* [Work task] After locating the line with "Build a routing" in the data that follows, return it and every later line exactly, up to and including the line with "Write the network".

Stored items
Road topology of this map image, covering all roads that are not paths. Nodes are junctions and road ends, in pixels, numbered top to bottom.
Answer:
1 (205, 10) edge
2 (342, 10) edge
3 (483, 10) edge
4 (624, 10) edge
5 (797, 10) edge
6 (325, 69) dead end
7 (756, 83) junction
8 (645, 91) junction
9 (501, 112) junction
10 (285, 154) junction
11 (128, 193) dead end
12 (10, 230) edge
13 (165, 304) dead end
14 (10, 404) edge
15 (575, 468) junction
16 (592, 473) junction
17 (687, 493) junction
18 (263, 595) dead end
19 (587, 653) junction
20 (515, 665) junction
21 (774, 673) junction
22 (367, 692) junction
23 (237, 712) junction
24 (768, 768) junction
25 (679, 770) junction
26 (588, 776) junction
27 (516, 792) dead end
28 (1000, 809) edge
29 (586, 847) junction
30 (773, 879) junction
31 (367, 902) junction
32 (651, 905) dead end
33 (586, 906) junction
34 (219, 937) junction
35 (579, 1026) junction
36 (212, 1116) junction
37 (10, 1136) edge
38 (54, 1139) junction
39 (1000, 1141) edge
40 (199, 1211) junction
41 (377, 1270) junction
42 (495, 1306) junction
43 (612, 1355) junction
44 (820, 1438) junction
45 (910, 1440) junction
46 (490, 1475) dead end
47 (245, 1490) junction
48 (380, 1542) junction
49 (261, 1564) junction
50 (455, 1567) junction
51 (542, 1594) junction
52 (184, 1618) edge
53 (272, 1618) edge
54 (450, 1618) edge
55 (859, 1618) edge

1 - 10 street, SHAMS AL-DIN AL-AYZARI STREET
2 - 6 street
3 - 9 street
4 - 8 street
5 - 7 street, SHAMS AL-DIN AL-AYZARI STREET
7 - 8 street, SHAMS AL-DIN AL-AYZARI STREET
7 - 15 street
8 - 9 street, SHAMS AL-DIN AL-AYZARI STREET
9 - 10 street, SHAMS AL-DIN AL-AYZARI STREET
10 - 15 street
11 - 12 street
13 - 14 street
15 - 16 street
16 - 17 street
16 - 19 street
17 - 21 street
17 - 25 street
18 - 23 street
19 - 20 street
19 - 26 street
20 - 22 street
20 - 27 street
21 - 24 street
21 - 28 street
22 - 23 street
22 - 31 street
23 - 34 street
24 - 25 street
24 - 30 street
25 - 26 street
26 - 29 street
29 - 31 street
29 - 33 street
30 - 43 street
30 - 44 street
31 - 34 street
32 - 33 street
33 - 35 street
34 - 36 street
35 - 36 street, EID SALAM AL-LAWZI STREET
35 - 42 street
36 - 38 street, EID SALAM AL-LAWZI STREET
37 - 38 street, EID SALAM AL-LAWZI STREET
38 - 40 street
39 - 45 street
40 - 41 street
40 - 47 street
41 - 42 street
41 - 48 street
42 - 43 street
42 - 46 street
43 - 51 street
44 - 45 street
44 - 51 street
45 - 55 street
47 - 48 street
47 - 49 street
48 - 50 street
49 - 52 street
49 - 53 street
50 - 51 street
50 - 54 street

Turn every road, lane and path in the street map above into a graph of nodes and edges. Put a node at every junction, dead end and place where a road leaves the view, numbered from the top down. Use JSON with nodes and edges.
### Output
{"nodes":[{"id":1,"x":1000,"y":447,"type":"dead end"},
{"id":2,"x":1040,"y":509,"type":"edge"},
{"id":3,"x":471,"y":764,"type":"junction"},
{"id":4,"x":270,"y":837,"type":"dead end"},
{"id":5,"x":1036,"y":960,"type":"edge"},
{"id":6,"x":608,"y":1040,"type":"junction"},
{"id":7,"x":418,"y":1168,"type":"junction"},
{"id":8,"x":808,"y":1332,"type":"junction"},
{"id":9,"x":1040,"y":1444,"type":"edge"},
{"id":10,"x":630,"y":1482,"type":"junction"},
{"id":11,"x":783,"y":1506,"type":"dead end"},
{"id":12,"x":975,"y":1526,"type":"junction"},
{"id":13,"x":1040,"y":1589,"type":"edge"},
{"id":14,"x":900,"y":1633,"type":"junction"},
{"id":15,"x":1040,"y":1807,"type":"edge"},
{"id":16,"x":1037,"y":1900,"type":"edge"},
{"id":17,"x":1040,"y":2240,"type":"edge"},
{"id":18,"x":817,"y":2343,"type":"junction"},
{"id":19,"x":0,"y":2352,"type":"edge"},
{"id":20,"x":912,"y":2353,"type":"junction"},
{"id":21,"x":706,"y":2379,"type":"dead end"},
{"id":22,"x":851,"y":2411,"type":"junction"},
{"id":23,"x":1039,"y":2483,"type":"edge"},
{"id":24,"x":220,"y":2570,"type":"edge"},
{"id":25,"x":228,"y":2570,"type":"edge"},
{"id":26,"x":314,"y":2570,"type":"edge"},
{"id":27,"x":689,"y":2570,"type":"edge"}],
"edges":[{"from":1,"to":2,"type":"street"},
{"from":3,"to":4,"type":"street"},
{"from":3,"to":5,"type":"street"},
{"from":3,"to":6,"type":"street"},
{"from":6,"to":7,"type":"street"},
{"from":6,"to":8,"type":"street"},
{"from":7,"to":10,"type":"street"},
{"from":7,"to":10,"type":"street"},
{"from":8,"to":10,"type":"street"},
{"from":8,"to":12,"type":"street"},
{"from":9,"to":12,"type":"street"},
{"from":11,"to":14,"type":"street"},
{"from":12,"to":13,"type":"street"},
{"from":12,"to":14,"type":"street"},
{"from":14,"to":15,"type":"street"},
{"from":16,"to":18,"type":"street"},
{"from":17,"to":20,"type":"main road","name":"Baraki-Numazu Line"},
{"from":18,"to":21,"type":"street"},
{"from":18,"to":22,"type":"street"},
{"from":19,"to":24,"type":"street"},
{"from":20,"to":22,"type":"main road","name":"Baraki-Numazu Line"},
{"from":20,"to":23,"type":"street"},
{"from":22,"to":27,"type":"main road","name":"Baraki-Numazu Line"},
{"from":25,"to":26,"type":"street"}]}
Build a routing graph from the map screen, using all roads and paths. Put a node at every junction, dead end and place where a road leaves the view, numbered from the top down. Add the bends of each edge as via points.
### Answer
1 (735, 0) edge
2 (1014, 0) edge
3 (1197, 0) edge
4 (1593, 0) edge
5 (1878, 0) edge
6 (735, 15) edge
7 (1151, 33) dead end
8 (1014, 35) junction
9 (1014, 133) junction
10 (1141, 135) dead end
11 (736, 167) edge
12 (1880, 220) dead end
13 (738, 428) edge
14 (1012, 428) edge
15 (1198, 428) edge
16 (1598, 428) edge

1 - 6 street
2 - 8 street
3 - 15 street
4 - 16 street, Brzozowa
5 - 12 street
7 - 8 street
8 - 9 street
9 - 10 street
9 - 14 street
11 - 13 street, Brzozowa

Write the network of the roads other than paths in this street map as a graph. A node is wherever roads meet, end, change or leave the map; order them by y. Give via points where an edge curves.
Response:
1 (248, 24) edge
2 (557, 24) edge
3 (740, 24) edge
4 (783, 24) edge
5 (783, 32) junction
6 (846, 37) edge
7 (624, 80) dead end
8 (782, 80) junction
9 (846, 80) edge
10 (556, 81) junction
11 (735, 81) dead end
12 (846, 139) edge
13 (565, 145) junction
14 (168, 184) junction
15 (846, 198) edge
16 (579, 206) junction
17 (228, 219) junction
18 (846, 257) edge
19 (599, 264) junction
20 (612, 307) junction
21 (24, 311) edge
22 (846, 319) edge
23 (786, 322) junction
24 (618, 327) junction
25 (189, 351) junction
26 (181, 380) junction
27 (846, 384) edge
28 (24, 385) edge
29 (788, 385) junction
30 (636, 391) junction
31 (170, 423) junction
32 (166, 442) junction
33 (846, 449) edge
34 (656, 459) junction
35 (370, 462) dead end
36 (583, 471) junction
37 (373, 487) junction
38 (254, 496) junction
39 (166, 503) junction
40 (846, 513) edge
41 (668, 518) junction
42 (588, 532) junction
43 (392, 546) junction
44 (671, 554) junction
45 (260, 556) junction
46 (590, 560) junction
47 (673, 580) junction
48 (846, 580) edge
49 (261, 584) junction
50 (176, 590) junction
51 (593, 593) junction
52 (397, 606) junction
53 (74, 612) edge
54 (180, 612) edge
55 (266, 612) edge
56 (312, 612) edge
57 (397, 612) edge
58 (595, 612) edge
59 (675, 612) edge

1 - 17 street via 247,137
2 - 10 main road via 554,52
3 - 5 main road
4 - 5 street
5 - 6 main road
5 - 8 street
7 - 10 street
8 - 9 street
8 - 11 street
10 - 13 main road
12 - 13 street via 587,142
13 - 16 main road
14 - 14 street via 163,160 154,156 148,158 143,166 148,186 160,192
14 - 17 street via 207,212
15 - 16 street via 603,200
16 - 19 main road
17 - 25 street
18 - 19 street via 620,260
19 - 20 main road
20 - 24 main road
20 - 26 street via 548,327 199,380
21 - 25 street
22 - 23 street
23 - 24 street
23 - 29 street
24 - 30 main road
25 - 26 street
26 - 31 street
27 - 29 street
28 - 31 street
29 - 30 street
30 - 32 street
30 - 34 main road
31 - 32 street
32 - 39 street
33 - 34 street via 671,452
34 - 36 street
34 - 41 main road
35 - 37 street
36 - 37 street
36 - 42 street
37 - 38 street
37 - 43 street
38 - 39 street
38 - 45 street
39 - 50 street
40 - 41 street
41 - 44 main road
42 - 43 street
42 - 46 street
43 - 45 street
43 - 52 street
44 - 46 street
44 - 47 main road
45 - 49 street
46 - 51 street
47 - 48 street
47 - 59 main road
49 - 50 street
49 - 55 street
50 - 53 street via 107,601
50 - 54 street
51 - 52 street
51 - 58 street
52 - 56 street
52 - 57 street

* [Exercise output]
Build a routing graph from the map screen, using all roads and paths. Put a node at every junction, dead end and place where a road leaves the view, numbered from the top down. Add the bends of each edge as via points.
### Answer
1 (735, 0) edge
2 (1014, 0) edge
3 (1197, 0) edge
4 (1593, 0) edge
5 (1878, 0) edge
6 (735, 15) edge
7 (1151, 33) dead end
8 (1014, 35) junction
9 (1014, 133) junction
10 (1141, 135) dead end
11 (736, 167) edge
12 (1880, 220) dead end
13 (738, 428) edge
14 (1012, 428) edge
15 (1198, 428) edge
16 (1598, 428) edge

1 - 6 street
2 - 8 street
3 - 15 street
4 - 16 street, Brzozowa
5 - 12 street
7 - 8 street
8 - 9 street
9 - 10 street
9 - 14 street
11 - 13 street, Brzozowa

Write the network of the roads other than paths in this street map as a graph. A node is wherever roads meet, end, change or leave the map; order them by y. Give via points where an edge curves.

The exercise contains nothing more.